#### [What is expected]
Would you reproduce each line below exactly, leaving every picture out?

Segment Start: Task inputs

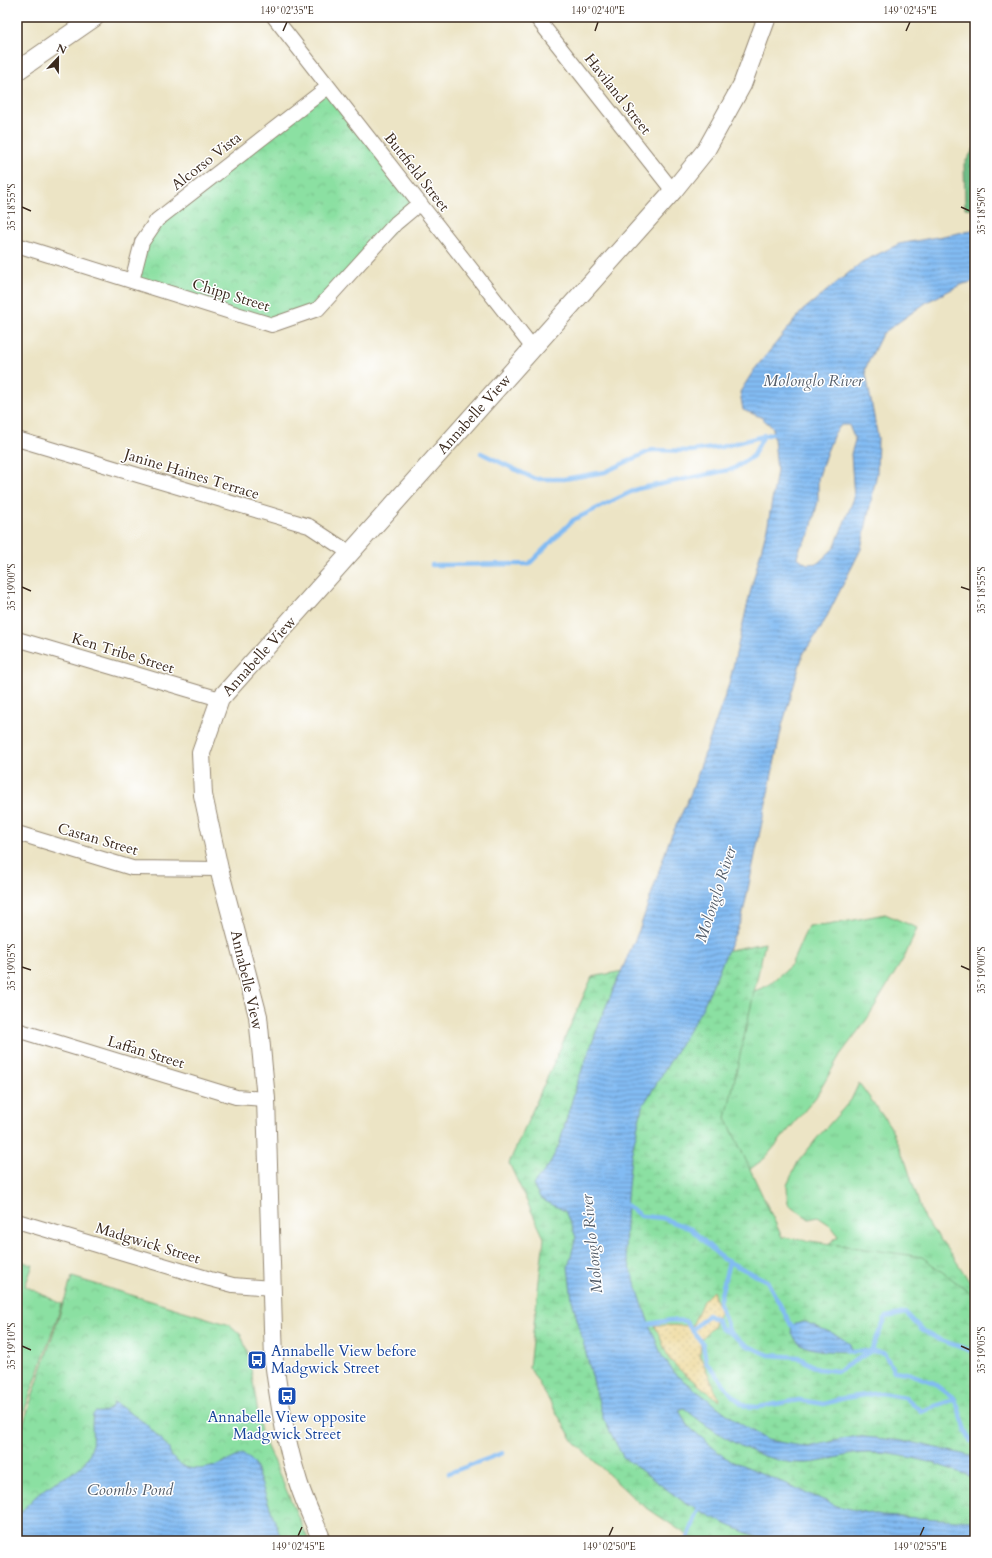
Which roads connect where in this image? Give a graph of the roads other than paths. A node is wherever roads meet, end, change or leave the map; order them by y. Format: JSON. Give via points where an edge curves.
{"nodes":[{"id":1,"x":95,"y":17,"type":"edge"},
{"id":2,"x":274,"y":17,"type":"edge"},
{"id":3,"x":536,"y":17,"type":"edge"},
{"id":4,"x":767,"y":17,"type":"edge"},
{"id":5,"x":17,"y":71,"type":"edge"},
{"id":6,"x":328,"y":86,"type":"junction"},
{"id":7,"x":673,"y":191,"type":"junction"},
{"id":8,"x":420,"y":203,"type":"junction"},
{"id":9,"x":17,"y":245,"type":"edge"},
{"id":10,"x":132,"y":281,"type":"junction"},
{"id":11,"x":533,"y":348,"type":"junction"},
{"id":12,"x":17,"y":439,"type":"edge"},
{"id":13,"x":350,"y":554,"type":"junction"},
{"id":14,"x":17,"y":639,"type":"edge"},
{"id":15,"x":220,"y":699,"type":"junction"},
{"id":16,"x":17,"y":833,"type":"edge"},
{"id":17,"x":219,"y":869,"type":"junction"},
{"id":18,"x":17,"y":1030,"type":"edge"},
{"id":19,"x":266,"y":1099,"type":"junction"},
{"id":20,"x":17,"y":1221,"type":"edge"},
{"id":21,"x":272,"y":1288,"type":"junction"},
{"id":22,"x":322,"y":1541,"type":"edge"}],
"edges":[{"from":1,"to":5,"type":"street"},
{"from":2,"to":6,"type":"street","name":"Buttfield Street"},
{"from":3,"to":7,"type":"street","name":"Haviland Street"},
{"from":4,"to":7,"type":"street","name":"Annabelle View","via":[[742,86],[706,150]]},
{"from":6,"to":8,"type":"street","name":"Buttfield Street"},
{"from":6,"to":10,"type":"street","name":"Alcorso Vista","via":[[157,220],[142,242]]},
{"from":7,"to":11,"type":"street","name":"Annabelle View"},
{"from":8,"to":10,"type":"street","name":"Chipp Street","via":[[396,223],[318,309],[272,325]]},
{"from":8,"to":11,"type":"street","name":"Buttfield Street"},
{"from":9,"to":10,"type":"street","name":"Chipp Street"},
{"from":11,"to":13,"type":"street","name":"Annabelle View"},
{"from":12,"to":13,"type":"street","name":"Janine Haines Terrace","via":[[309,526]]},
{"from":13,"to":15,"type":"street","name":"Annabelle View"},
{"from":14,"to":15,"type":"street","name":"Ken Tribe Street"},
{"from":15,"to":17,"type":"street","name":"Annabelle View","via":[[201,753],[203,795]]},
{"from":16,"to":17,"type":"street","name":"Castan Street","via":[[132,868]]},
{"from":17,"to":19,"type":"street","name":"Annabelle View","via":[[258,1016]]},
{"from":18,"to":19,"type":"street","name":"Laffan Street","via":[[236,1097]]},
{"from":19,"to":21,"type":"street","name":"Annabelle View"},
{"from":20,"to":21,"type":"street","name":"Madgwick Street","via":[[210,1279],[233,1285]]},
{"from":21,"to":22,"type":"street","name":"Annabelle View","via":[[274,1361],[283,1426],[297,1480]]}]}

Segment End: Task inputs

#### [Exercise response]
Which roads connect where in this image? Give a graph of the roads other than paths. A node is wherever roads meet, end, change or leave the map; order them by y. Format: JSON. Give via points where an edge curves.
{"nodes":[{"id":1,"x":95,"y":17,"type":"edge"},
{"id":2,"x":274,"y":17,"type":"edge"},
{"id":3,"x":536,"y":17,"type":"edge"},
{"id":4,"x":767,"y":17,"type":"edge"},
{"id":5,"x":17,"y":71,"type":"edge"},
{"id":6,"x":328,"y":86,"type":"junction"},
{"id":7,"x":673,"y":191,"type":"junction"},
{"id":8,"x":420,"y":203,"type":"junction"},
{"id":9,"x":17,"y":245,"type":"edge"},
{"id":10,"x":132,"y":281,"type":"junction"},
{"id":11,"x":533,"y":348,"type":"junction"},
{"id":12,"x":17,"y":439,"type":"edge"},
{"id":13,"x":350,"y":554,"type":"junction"},
{"id":14,"x":17,"y":639,"type":"edge"},
{"id":15,"x":220,"y":699,"type":"junction"},
{"id":16,"x":17,"y":833,"type":"edge"},
{"id":17,"x":219,"y":869,"type":"junction"},
{"id":18,"x":17,"y":1030,"type":"edge"},
{"id":19,"x":266,"y":1099,"type":"junction"},
{"id":20,"x":17,"y":1221,"type":"edge"},
{"id":21,"x":272,"y":1288,"type":"junction"},
{"id":22,"x":322,"y":1541,"type":"edge"}],
"edges":[{"from":1,"to":5,"type":"street"},
{"from":2,"to":6,"type":"street","name":"Buttfield Street"},
{"from":3,"to":7,"type":"street","name":"Haviland Street"},
{"from":4,"to":7,"type":"street","name":"Annabelle View","via":[[742,86],[706,150]]},
{"from":6,"to":8,"type":"street","name":"Buttfield Street"},
{"from":6,"to":10,"type":"street","name":"Alcorso Vista","via":[[157,220],[142,242]]},
{"from":7,"to":11,"type":"street","name":"Annabelle View"},
{"from":8,"to":10,"type":"street","name":"Chipp Street","via":[[396,223],[318,309],[272,325]]},
{"from":8,"to":11,"type":"street","name":"Buttfield Street"},
{"from":9,"to":10,"type":"street","name":"Chipp Street"},
{"from":11,"to":13,"type":"street","name":"Annabelle View"},
{"from":12,"to":13,"type":"street","name":"Janine Haines Terrace","via":[[309,526]]},
{"from":13,"to":15,"type":"street","name":"Annabelle View"},
{"from":14,"to":15,"type":"street","name":"Ken Tribe Street"},
{"from":15,"to":17,"type":"street","name":"Annabelle View","via":[[201,753],[203,795]]},
{"from":16,"to":17,"type":"street","name":"Castan Street","via":[[132,868]]},
{"from":17,"to":19,"type":"street","name":"Annabelle View","via":[[258,1016]]},
{"from":18,"to":19,"type":"street","name":"Laffan Street","via":[[236,1097]]},
{"from":19,"to":21,"type":"street","name":"Annabelle View"},
{"from":20,"to":21,"type":"street","name":"Madgwick Street","via":[[210,1279],[233,1285]]},
{"from":21,"to":22,"type":"street","name":"Annabelle View","via":[[274,1361],[283,1426],[297,1480]]}]}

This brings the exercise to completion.